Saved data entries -
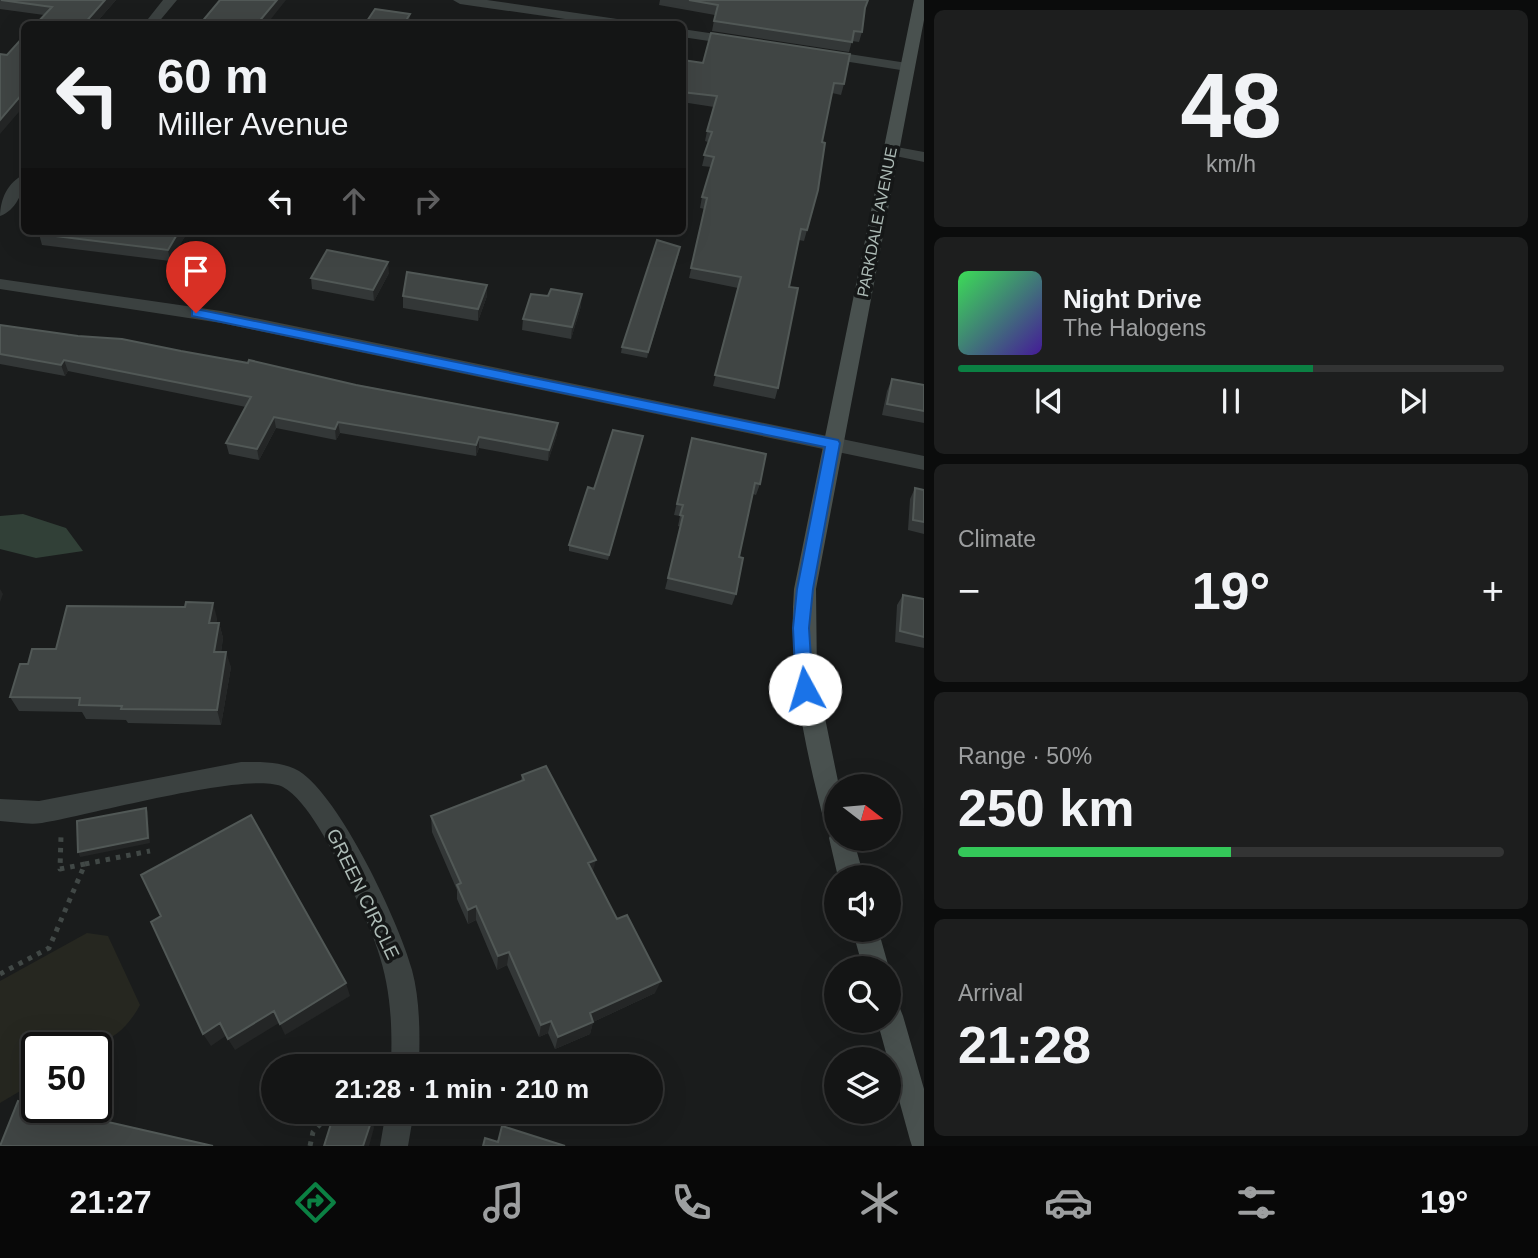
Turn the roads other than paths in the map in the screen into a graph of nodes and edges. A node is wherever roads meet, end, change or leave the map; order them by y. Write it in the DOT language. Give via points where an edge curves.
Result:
graph roads {
  1 [pos="170,0"];
  2 [pos="460,0"];
  3 [pos="921,0"];
  4 [pos="152,21"];
  5 [pos="604,21"];
  6 [pos="686,34"];
  7 [pos="750,43"];
  8 [pos="804,51"];
  9 [pos="906,67"];
  10 [pos="891,151"];
  11 [pos="924,157"];
  12 [pos="21,184"];
  13 [pos="0,211"];
  14 [pos="0,284"];
  15 [pos="833,443"];
  16 [pos="924,463"];
  17 [pos="824,775"];
  18 [pos="0,810"];
  19 [pos="894,1033"];
  20 [pos="406,1054"];
  21 [pos="398,1124"];
  22 [pos="924,1140"];
  23 [pos="394,1146"];
  1 -- 4 [label="street"];
  2 -- 5 [label="street"];
  3 -- 9 [label="main road, PARKDALE AVENUE"];
  6 -- 7 [label="street"];
  8 -- 9 [label="street"];
  9 -- 10 [label="main road, PARKDALE AVENUE"];
  10 -- 11 [label="street"];
  10 -- 15 [label="main road, PARKDALE AVENUE"];
  12 -- 13 [label="street"];
  14 -- 15 [label="street" via="221,317"];
  15 -- 16 [label="street"];
  15 -- 17 [label="main road, PARKDALE AVENUE" via="801,628 810,722"];
  18 -- 20 [label="street, GREEN CIRCLE" via="39,812 241,773 288,778 304,788 349,856 398,968 407,1024"];
  19 -- 22 [label="main road"];
  21 -- 23 [label="street"];
}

Assignment - Please transcribe each line above exactly, but leave the images out.

Solved problem -
Turn the roads other than paths in the map in the screen into a graph of nodes and edges. A node is wherever roads meet, end, change or leave the map; order them by y. Write it in the DOT language. Give via points where an edge curves.
Result:
graph roads {
  1 [pos="170,0"];
  2 [pos="460,0"];
  3 [pos="921,0"];
  4 [pos="152,21"];
  5 [pos="604,21"];
  6 [pos="686,34"];
  7 [pos="750,43"];
  8 [pos="804,51"];
  9 [pos="906,67"];
  10 [pos="891,151"];
  11 [pos="924,157"];
  12 [pos="21,184"];
  13 [pos="0,211"];
  14 [pos="0,284"];
  15 [pos="833,443"];
  16 [pos="924,463"];
  17 [pos="824,775"];
  18 [pos="0,810"];
  19 [pos="894,1033"];
  20 [pos="406,1054"];
  21 [pos="398,1124"];
  22 [pos="924,1140"];
  23 [pos="394,1146"];
  1 -- 4 [label="street"];
  2 -- 5 [label="street"];
  3 -- 9 [label="main road, PARKDALE AVENUE"];
  6 -- 7 [label="street"];
  8 -- 9 [label="street"];
  9 -- 10 [label="main road, PARKDALE AVENUE"];
  10 -- 11 [label="street"];
  10 -- 15 [label="main road, PARKDALE AVENUE"];
  12 -- 13 [label="street"];
  14 -- 15 [label="street" via="221,317"];
  15 -- 16 [label="street"];
  15 -- 17 [label="main road, PARKDALE AVENUE" via="801,628 810,722"];
  18 -- 20 [label="street, GREEN CIRCLE" via="39,812 241,773 288,778 304,788 349,856 398,968 407,1024"];
  19 -- 22 [label="main road"];
  21 -- 23 [label="street"];
}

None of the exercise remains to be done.